There is one queue for the results and two for the checks plus the eventhandler.

The workflow is simple:

  1. Nagios wants to execute a service check.

  2. The check is intercepted by the mod_gearman neb module.

  3. mod_gearman puts the job into the service queue.

  4. a worker grabs the job and puts back the result into the check_results queue

  5. mod_gearman grabs the result job and puts back the result onto the check result list

  6. The reaper reads all checks from the result list and updates hosts / services

You can set some host or servicegroups for special worker. This example uses a seperate hostgroup for Japan and a seperate servicegroup for jmx4perl.

It would look like this:

+-----------------------+------------------+--------------+--------------+
| Queue Name            | Worker Available | Jobs Waiting | Jobs Running |
+-----------------------+------------------+--------------+--------------+
| check_results         | 1                | 0            | 0            |
| host                  | 50               | 0            | 1            |
| service               | 50               | 0            | 13           |
| servicegroup_jmx4perl | 3                | 0            | 3            |
| hostgroup_japan       | 3                | 1            | 3            |
| eventhandler          | 50               | 0            | 0            |
+-----------------------+------------------+--------------+--------------+

You still have the generic queues and in addition there are two queues for the specific groups.
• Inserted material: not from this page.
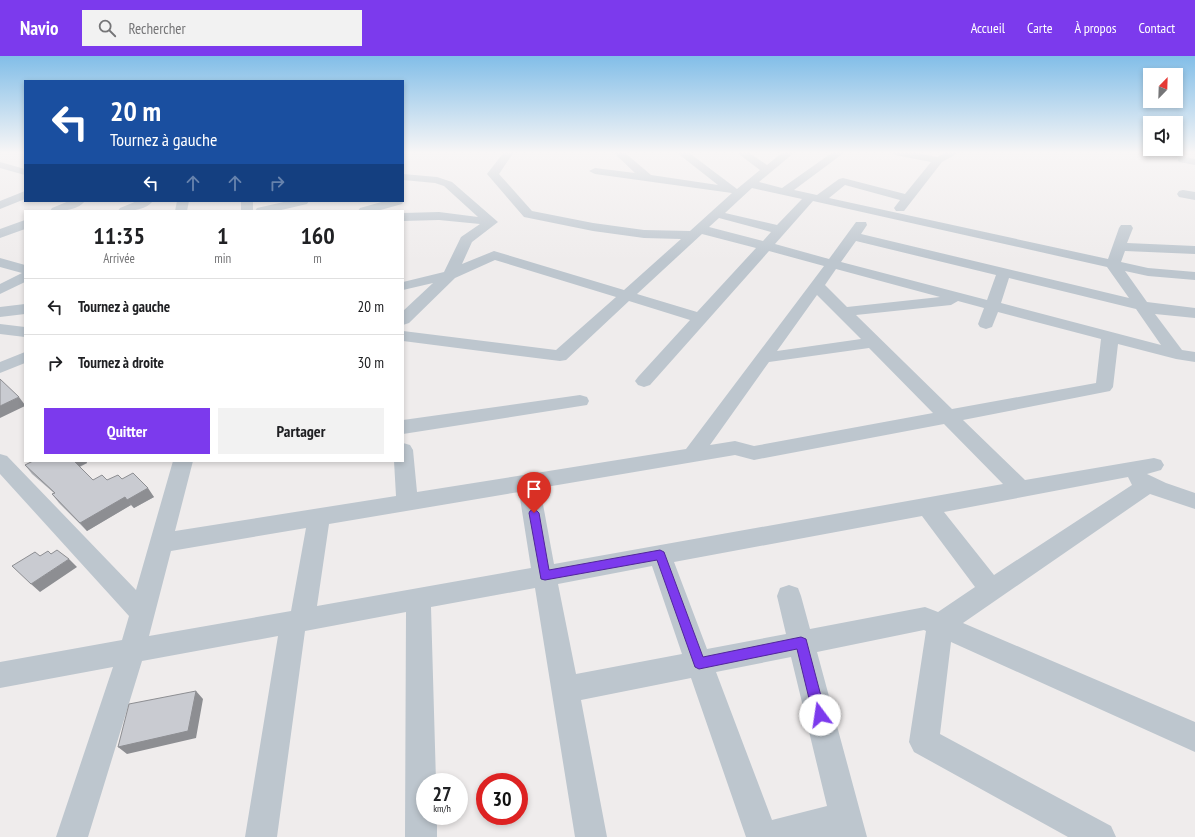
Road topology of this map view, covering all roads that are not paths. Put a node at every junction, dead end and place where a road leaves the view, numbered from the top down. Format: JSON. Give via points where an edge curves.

The worker processes will take jobs from the queues and put the result back into the check_result queue which will then be taken back by the neb module and put back into the nagios core. A worker can work on one or more queues. So you could start a worker which only handles the hostgroup_japan group. One worker for the jmx4perl checks and one worker which covers the other queues. There can be more than one worker on each queue to share the load.

Installation

Pre Requirements:

  • gcc / g++

  • autoconf / automake / autoheader

  • libtool

  • libgearman (>= 0.14)

Download the tarball and perform the following steps:

 #> ./configure
 #> make
 #> make install

Then add the mod_gearman.o to your nagios installation and add a broker line to your nagios.cfg:

broker_module=.../mod_gearman.o server=localhost:4730 eventhandler=yes services=yes hosts=yes

see Configuration for details on all parameters

The last step is to start one or more worker. You may use the same configuration file as for the neb module.

./mod_gearman_worker --server=localhost:4730 --services --hosts

or use the supplied init script.

Note Make sure you have started your gearmand job server. Usually it can be started with
/usr/sbin/gearmand -t 10 -j 0

or a supplied init script (extras/gearmand-init).

Patch Nagios

Note The needed patch is already included since Nagios 3.2.2. Use the patch if you use an older version.

It is not possible to distribute eventhandler with Nagios versions prior 3.2.2. Just apply the patch from the patches directory to your Nagios sources and build Nagios again if you want to use an older version. You only need to replace the nagios binary. Nothing else has changed. If you plan to distribute only Host/Servicechecks, no patch is needed.

Configuration

NEB Module

A sample broker in your nagios.cfg could look like:

broker_module=/usr/local/share/nagios/mod_gearman.o keyfile=/usr/local/share/nagios/secret.txt server=localhost eventhandler=yes hosts=yes services=yes

See the following list for a detailed explaination of available options:

Shared options for worker and the NEB module:

config:             read config from this file. Options are the same
                    like described here.

                    Example: config=/etc/nagios3/mod_gm_worker.conf


debug:              use debug to increase the verbosity of the module.
                    Possible values are:
                        0 = only errors
                        1 = debug messages
                        2 = trace messages
                        3 = trace and all gearman related logs are going to stdout.
                    Default is 0.

                    Example: debug=1


server:             sets the addess of your gearman job server. Can be specified
                    more than once to add more server.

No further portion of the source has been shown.